Saved data entries
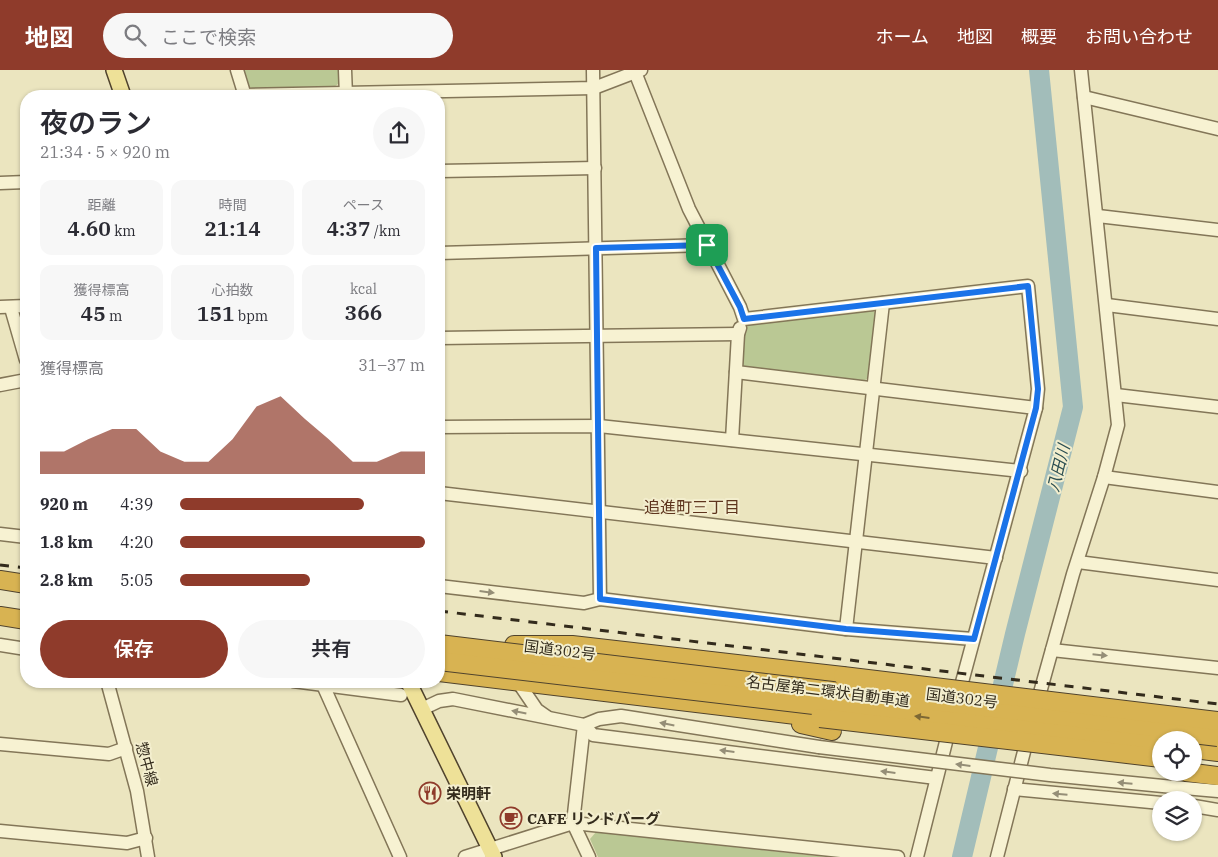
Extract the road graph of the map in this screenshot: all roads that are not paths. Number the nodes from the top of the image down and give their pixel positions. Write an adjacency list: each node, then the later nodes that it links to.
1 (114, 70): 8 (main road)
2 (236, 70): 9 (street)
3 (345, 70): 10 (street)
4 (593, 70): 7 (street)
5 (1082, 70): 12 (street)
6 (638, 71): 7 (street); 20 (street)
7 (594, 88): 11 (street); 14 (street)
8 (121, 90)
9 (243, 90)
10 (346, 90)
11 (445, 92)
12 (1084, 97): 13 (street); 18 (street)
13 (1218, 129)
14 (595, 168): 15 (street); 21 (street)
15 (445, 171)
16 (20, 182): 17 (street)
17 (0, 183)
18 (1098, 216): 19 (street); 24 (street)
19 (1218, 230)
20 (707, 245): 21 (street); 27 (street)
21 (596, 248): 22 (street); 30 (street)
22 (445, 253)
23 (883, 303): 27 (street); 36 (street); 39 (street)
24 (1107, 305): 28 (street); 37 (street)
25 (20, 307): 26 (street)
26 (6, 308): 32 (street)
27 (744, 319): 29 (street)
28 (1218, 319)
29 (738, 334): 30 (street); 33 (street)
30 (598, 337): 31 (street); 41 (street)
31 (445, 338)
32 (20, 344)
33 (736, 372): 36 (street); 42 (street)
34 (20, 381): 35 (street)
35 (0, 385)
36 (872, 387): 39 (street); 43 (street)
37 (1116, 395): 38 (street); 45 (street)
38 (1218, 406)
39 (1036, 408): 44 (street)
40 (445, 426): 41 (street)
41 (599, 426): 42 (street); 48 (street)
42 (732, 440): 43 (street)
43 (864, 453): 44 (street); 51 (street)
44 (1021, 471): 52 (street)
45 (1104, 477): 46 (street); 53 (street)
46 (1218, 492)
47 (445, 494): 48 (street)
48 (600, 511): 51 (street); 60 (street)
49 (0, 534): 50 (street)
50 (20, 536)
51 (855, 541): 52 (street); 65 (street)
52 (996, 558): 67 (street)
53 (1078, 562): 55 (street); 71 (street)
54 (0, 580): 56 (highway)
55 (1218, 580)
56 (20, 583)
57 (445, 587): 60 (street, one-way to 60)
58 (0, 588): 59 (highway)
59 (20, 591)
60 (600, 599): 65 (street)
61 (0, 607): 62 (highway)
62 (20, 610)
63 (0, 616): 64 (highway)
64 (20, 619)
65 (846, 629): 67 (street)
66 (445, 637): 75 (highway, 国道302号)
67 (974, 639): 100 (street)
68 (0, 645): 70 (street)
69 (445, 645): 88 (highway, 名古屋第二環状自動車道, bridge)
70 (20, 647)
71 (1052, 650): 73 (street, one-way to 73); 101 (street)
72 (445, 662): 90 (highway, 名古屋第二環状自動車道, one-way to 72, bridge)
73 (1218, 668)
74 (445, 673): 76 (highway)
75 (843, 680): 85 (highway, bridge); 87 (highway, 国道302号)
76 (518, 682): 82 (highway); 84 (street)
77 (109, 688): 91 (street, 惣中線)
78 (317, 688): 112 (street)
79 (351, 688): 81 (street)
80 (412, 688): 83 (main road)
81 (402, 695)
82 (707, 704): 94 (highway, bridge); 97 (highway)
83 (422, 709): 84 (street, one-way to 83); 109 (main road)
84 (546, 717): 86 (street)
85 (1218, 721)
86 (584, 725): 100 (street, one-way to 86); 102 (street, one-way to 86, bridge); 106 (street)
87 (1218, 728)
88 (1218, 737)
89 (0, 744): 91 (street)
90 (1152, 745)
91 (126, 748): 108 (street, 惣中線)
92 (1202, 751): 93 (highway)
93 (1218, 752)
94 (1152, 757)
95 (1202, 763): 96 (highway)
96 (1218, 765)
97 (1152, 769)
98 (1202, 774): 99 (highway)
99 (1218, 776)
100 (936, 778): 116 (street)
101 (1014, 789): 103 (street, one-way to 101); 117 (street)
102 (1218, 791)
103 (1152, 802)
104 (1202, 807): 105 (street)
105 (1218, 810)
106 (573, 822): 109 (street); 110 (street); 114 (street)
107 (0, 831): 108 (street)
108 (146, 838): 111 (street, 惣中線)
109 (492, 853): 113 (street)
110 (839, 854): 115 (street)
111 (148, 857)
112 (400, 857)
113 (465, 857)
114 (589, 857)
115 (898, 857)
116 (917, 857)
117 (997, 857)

_Exercise instructions:_
In the copy, include every record exactly and no pictures.

_Answer box:_
Extract the road graph of the map in this screenshot: all roads that are not paths. Number the nodes from the top of the image down and give their pixel positions. Write an adjacency list: each node, then the later nodes that it links to.
1 (114, 70): 8 (main road)
2 (236, 70): 9 (street)
3 (345, 70): 10 (street)
4 (593, 70): 7 (street)
5 (1082, 70): 12 (street)
6 (638, 71): 7 (street); 20 (street)
7 (594, 88): 11 (street); 14 (street)
8 (121, 90)
9 (243, 90)
10 (346, 90)
11 (445, 92)
12 (1084, 97): 13 (street); 18 (street)
13 (1218, 129)
14 (595, 168): 15 (street); 21 (street)
15 (445, 171)
16 (20, 182): 17 (street)
17 (0, 183)
18 (1098, 216): 19 (street); 24 (street)
19 (1218, 230)
20 (707, 245): 21 (street); 27 (street)
21 (596, 248): 22 (street); 30 (street)
22 (445, 253)
23 (883, 303): 27 (street); 36 (street); 39 (street)
24 (1107, 305): 28 (street); 37 (street)
25 (20, 307): 26 (street)
26 (6, 308): 32 (street)
27 (744, 319): 29 (street)
28 (1218, 319)
29 (738, 334): 30 (street); 33 (street)
30 (598, 337): 31 (street); 41 (street)
31 (445, 338)
32 (20, 344)
33 (736, 372): 36 (street); 42 (street)
34 (20, 381): 35 (street)
35 (0, 385)
36 (872, 387): 39 (street); 43 (street)
37 (1116, 395): 38 (street); 45 (street)
38 (1218, 406)
39 (1036, 408): 44 (street)
40 (445, 426): 41 (street)
41 (599, 426): 42 (street); 48 (street)
42 (732, 440): 43 (street)
43 (864, 453): 44 (street); 51 (street)
44 (1021, 471): 52 (street)
45 (1104, 477): 46 (street); 53 (street)
46 (1218, 492)
47 (445, 494): 48 (street)
48 (600, 511): 51 (street); 60 (street)
49 (0, 534): 50 (street)
50 (20, 536)
51 (855, 541): 52 (street); 65 (street)
52 (996, 558): 67 (street)
53 (1078, 562): 55 (street); 71 (street)
54 (0, 580): 56 (highway)
55 (1218, 580)
56 (20, 583)
57 (445, 587): 60 (street, one-way to 60)
58 (0, 588): 59 (highway)
59 (20, 591)
60 (600, 599): 65 (street)
61 (0, 607): 62 (highway)
62 (20, 610)
63 (0, 616): 64 (highway)
64 (20, 619)
65 (846, 629): 67 (street)
66 (445, 637): 75 (highway, 国道302号)
67 (974, 639): 100 (street)
68 (0, 645): 70 (street)
69 (445, 645): 88 (highway, 名古屋第二環状自動車道, bridge)
70 (20, 647)
71 (1052, 650): 73 (street, one-way to 73); 101 (street)
72 (445, 662): 90 (highway, 名古屋第二環状自動車道, one-way to 72, bridge)
73 (1218, 668)
74 (445, 673): 76 (highway)
75 (843, 680): 85 (highway, bridge); 87 (highway, 国道302号)
76 (518, 682): 82 (highway); 84 (street)
77 (109, 688): 91 (street, 惣中線)
78 (317, 688): 112 (street)
79 (351, 688): 81 (street)
80 (412, 688): 83 (main road)
81 (402, 695)
82 (707, 704): 94 (highway, bridge); 97 (highway)
83 (422, 709): 84 (street, one-way to 83); 109 (main road)
84 (546, 717): 86 (street)
85 (1218, 721)
86 (584, 725): 100 (street, one-way to 86); 102 (street, one-way to 86, bridge); 106 (street)
87 (1218, 728)
88 (1218, 737)
89 (0, 744): 91 (street)
90 (1152, 745)
91 (126, 748): 108 (street, 惣中線)
92 (1202, 751): 93 (highway)
93 (1218, 752)
94 (1152, 757)
95 (1202, 763): 96 (highway)
96 (1218, 765)
97 (1152, 769)
98 (1202, 774): 99 (highway)
99 (1218, 776)
100 (936, 778): 116 (street)
101 (1014, 789): 103 (street, one-way to 101); 117 (street)
102 (1218, 791)
103 (1152, 802)
104 (1202, 807): 105 (street)
105 (1218, 810)
106 (573, 822): 109 (street); 110 (street); 114 (street)
107 (0, 831): 108 (street)
108 (146, 838): 111 (street, 惣中線)
109 (492, 853): 113 (street)
110 (839, 854): 115 (street)
111 (148, 857)
112 (400, 857)
113 (465, 857)
114 (589, 857)
115 (898, 857)
116 (917, 857)
117 (997, 857)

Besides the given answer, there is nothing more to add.